Just as forgetting to check the batteries in your smoke detector leaves you and your loved ones physically vulnerable, forgetting to put money away for retirement, college, or even a rainy day can leave you financially vulnerable.  According to our latest research, only about 60% of employees that have taken a wellness assessment report having an emergency fund and less than one in five report being on track for retirement.  These numbers are staggering and should be a warning that it’s time to check the “financial” smoke detector.

Check your emergency fund

Most financial experts suggest having 6 to 12 months of expenses set aside in an emergency fund in case of unexpected expenses or loss of income.  For a household that spends $5,000 a month, that can be a fairly sizable amount, so consider setting two goals for yourself: a short-term goal and a long-term goal.  Your short-term goal should be setting aside $1,000 within the next 12 months.  That breaks down to about $20 a week.  $1,000 in an emergency fund can help pay for an unexpected trip or the deductible on an insurance policy.

Once you achieve your short-term goal, consider setting your sights on a long-term goal, say reaching 6 months of expenses in the next 3 to 5 years.  This could help in the event of a job loss, temporary disability, or vacant rental property (for landlords).  Use this Saving for Goals calculator to determine how much you will need to set aside each month to reach your goal.

Check your retirement fund

For years, financial professionals have been advising employees to save 10% of their income for retirement, but with less than stellar market performance, coupled with expected reductions in Social Security and other employer-paid retirement benefits (e.g. pensions, retiree medical insurance), employees should consider putting aside 15% or more, especially if they are getting a late start.  Ultimately, the goal is to replace enough income in retirement in order to enjoy the retirement lifestyle you wish to have.  A rule of thumb that persists is to assume 80% income replacement will allow you to maintain your current standard of living in retirement.  Use this Retirement Plan Estimator to see whether or not you are on track to reach your goal.

Check your college savings fund (if applicable)

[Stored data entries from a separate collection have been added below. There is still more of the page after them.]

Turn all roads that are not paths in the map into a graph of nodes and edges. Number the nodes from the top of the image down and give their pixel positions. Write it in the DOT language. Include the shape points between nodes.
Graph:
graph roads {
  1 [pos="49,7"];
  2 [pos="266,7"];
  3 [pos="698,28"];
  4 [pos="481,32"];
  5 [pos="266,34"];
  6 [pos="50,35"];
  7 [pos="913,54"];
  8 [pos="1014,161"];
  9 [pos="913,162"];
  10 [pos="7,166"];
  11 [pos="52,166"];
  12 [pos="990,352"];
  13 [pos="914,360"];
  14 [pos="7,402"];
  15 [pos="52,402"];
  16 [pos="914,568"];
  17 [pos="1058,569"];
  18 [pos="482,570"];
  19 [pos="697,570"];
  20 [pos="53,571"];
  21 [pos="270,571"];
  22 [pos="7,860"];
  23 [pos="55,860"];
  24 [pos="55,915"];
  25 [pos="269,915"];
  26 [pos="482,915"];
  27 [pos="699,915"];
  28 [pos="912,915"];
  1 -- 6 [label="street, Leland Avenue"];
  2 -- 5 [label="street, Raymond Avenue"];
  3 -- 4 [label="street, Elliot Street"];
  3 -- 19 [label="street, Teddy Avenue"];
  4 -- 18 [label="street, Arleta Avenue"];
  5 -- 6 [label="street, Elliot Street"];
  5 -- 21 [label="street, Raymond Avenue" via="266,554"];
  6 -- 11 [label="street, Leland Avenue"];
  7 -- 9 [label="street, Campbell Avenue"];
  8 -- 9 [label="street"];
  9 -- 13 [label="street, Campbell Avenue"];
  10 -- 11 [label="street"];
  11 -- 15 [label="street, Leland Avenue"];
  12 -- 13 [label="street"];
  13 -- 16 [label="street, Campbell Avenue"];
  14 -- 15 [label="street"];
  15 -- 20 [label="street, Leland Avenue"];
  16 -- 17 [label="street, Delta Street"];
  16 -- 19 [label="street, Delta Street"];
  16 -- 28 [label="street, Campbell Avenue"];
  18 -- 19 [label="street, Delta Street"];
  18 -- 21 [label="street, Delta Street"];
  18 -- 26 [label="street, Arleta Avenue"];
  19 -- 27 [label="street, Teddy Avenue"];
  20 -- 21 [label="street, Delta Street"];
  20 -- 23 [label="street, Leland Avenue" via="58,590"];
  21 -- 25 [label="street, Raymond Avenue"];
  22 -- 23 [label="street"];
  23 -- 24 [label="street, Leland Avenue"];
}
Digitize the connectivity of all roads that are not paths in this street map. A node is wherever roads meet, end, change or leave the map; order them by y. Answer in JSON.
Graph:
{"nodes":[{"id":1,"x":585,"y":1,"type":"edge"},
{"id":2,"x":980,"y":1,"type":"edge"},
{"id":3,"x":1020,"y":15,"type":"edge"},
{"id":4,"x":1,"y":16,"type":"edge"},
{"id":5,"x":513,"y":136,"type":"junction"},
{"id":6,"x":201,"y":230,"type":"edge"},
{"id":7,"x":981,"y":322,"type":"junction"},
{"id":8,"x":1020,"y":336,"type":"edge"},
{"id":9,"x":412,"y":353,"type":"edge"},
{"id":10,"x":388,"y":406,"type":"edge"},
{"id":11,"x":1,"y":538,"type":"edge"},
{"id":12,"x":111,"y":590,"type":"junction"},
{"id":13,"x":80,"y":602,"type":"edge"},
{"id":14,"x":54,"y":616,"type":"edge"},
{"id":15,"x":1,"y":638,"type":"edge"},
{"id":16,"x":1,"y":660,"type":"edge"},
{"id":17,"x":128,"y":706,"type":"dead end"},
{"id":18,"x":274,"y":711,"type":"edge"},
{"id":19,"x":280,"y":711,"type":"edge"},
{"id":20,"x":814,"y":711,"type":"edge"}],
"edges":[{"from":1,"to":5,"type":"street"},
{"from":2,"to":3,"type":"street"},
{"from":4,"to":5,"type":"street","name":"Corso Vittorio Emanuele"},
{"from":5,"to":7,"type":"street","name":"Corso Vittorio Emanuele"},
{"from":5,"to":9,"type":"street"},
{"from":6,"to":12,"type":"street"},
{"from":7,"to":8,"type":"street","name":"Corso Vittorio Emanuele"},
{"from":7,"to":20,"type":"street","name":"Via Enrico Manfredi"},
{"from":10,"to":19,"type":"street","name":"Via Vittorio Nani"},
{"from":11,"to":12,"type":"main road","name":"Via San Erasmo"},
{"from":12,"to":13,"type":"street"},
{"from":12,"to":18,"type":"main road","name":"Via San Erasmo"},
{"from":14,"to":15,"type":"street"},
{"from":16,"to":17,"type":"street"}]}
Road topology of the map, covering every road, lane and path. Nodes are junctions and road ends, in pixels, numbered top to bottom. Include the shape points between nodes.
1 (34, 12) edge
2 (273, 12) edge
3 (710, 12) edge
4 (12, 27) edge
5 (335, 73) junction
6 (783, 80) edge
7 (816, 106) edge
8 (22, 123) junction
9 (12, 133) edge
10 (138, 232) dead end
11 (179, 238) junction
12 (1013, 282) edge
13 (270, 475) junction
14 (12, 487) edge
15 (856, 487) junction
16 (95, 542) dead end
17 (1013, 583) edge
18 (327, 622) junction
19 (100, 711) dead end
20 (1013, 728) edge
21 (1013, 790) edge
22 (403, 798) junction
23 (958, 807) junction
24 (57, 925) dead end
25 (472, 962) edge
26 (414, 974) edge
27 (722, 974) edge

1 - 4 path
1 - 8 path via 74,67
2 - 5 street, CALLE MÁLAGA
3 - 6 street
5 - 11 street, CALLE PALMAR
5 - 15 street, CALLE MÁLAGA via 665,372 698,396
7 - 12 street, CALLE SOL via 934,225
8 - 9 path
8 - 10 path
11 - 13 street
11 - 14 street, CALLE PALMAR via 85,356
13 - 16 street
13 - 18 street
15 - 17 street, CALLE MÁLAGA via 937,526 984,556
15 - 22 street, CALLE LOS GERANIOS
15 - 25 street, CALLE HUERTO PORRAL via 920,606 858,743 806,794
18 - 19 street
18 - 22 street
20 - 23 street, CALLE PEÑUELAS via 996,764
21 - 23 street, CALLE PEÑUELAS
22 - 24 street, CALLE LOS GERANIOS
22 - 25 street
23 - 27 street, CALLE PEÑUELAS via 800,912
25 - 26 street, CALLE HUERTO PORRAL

I doubt anyone would argue with the supposition that furthering one’s education beyond high school can often lead to greater financial opportunities, but how often are those potential financial opportunities curtailed by student loans and other financial chains.  If your student has more than a few years until they head off to college, there’s still time to save.  There are a number of tax-advantaged ways to fund a student’s education (see College Savings Plans), but you need to set a goal on how much of the cost of that education you are willing to take care of.  Some may wish to fund a portion or to simply cover tuition, while others may have a goal of covering the full amount.  Whatever your goal, use this Education Savings Estimator to gauge whether or not you are on track to reach this goal.

According to the National Fire Protection Association, the death rate per 100 reported fires was twice as high in homes without a working smoke alarm.  How many of these deaths could have been prevented if the smoke alarms had been checked regularly?  While forgetting to check your “financial” smoke alarm will likely not lead to death, it will likely leave you short of your financial goals.

Please remember to check your “financial” and “real” smoke alarms regularly.